Measured data scatter. Regression draws the single line that sits closest to all of it, in the least-squares sense, and reports how well that line explains the data through one number, r squared.

01

Readiness check

This module fits a line to data. Tick only what you can do closed-notes.

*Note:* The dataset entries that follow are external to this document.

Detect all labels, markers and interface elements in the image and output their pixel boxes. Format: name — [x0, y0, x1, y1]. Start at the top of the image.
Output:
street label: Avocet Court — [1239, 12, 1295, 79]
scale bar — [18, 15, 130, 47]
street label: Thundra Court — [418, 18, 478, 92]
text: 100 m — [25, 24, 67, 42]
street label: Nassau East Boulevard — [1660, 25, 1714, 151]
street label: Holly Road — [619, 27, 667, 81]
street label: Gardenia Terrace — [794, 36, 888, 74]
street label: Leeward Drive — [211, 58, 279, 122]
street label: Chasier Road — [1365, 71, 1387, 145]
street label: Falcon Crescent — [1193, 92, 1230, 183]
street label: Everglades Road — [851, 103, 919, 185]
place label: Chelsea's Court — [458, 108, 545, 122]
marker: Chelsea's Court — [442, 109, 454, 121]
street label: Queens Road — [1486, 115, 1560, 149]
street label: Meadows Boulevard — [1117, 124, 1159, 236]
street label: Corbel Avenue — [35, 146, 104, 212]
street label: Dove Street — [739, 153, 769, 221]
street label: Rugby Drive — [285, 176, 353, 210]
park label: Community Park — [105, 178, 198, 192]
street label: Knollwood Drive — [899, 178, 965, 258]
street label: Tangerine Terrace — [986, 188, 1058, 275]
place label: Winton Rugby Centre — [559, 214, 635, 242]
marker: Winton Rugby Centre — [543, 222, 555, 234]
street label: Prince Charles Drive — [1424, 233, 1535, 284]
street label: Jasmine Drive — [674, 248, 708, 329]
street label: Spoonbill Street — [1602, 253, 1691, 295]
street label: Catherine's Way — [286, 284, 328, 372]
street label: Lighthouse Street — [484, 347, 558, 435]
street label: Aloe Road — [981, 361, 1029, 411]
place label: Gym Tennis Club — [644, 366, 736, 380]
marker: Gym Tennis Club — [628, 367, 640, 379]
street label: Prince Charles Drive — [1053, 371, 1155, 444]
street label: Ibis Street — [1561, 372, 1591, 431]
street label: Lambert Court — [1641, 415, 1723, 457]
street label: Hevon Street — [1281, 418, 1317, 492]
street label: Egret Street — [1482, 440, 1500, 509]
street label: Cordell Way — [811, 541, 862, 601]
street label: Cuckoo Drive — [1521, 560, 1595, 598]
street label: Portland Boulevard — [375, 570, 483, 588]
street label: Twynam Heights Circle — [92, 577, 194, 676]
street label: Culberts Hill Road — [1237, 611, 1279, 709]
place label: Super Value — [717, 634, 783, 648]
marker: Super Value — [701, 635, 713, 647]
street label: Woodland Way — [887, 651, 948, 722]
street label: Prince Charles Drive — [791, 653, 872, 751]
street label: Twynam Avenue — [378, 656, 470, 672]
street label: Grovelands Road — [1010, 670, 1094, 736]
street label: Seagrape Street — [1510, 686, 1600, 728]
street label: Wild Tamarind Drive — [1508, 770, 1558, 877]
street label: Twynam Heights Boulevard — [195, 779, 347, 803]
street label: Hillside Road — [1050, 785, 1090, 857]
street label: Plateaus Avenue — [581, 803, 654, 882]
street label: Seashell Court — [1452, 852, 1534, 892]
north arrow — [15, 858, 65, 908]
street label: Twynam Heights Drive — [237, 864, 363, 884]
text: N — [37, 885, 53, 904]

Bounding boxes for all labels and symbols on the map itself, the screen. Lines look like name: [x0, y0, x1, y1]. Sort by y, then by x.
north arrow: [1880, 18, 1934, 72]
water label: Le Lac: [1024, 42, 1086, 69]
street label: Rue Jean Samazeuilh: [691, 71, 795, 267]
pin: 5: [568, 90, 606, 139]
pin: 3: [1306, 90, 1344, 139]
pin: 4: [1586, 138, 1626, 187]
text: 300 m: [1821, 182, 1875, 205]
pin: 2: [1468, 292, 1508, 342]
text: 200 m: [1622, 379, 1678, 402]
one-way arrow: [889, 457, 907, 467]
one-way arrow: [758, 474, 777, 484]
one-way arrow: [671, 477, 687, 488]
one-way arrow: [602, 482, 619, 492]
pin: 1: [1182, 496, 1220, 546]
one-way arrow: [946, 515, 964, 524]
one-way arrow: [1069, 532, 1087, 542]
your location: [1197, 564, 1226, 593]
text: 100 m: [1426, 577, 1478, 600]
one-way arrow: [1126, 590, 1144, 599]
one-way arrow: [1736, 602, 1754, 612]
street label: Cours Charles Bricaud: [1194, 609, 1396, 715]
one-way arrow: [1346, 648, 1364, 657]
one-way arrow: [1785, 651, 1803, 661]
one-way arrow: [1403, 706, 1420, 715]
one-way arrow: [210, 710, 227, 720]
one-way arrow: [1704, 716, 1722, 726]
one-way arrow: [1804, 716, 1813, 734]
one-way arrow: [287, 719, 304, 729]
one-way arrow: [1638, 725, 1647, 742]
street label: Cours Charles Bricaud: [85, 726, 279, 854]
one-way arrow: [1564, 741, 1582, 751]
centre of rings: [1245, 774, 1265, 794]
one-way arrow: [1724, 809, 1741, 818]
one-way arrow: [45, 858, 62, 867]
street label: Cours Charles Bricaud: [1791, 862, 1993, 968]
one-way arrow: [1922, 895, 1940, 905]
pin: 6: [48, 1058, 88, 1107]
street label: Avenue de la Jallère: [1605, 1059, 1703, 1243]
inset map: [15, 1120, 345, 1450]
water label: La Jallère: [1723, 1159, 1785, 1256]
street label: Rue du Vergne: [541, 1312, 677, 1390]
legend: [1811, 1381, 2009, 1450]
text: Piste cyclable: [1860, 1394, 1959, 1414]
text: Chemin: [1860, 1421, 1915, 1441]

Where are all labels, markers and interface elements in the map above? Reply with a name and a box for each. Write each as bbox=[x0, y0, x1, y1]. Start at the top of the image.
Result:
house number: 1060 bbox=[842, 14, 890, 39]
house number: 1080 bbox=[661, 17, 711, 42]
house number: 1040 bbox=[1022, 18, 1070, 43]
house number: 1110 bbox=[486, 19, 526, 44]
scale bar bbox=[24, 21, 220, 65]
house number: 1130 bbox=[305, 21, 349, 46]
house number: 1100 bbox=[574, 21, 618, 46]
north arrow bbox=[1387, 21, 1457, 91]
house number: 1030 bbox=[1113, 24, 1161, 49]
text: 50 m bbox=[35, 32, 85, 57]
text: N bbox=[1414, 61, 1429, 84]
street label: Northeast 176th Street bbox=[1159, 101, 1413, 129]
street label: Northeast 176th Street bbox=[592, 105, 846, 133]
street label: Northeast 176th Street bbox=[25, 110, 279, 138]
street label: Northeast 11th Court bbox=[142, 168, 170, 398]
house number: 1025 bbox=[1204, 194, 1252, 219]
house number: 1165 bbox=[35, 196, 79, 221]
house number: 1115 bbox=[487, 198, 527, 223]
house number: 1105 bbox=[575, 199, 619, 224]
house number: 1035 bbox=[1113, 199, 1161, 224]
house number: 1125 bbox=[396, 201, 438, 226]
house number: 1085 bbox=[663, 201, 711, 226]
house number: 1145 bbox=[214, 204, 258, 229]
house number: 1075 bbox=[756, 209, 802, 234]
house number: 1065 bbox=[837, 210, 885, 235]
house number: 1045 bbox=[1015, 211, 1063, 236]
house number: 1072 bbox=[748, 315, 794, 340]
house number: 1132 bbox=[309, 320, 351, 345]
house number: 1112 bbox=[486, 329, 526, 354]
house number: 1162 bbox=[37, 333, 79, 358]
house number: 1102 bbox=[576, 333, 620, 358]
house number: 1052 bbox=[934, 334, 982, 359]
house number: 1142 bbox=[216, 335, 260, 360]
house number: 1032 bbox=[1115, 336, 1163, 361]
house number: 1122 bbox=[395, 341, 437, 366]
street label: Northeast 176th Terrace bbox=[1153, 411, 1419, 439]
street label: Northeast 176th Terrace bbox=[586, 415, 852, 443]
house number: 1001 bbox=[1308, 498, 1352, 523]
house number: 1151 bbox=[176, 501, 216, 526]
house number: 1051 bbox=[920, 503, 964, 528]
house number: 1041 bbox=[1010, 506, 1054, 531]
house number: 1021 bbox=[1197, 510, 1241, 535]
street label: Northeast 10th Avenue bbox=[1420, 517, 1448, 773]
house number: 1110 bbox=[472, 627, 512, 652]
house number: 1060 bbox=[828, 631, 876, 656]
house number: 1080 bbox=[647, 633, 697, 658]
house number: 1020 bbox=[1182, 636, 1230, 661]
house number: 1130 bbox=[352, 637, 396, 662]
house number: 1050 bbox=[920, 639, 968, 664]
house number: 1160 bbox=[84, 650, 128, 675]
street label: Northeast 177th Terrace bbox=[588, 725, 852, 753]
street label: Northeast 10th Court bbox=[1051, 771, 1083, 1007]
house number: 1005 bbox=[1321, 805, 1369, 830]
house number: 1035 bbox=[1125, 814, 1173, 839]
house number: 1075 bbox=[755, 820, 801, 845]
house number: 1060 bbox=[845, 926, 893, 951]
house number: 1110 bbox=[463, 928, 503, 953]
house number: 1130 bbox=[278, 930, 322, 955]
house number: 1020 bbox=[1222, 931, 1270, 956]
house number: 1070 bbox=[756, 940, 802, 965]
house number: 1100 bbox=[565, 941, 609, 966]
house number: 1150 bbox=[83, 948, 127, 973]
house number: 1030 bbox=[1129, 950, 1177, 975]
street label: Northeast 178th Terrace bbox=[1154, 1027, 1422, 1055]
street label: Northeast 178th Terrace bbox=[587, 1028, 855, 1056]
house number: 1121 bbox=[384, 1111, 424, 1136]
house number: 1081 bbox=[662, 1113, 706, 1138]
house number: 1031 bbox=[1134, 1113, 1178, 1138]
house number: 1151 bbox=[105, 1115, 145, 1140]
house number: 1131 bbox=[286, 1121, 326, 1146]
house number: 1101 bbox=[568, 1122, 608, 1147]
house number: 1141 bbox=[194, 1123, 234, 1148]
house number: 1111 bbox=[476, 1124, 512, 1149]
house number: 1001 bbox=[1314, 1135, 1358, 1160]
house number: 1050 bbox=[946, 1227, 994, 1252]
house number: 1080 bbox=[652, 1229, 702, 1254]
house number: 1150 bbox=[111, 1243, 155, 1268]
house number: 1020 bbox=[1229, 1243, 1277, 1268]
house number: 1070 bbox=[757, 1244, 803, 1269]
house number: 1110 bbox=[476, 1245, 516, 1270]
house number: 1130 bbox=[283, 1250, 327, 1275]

  • Compute a mean and a sum.
  • Recall the equation of a straight line y = a0 + a1x.
  • Square a residual and add the squares.
  • Take a logarithm to linearize a relation.
  • Distinguish a fit that interpolates from one that smooths.
0 or 1 weak itemsContinue with this module.
2 weak itemsRefresh statistics in Mathematics, Module 15.
3 or more weak itemsReview error measures in Module 1.
02

The core idea

Least-squares regression chooses the line that minimises the sum of squared vertical residuals. Its slope and intercept come from the normal equations, and the coefficient of determination measures how much of the scatter the line explains.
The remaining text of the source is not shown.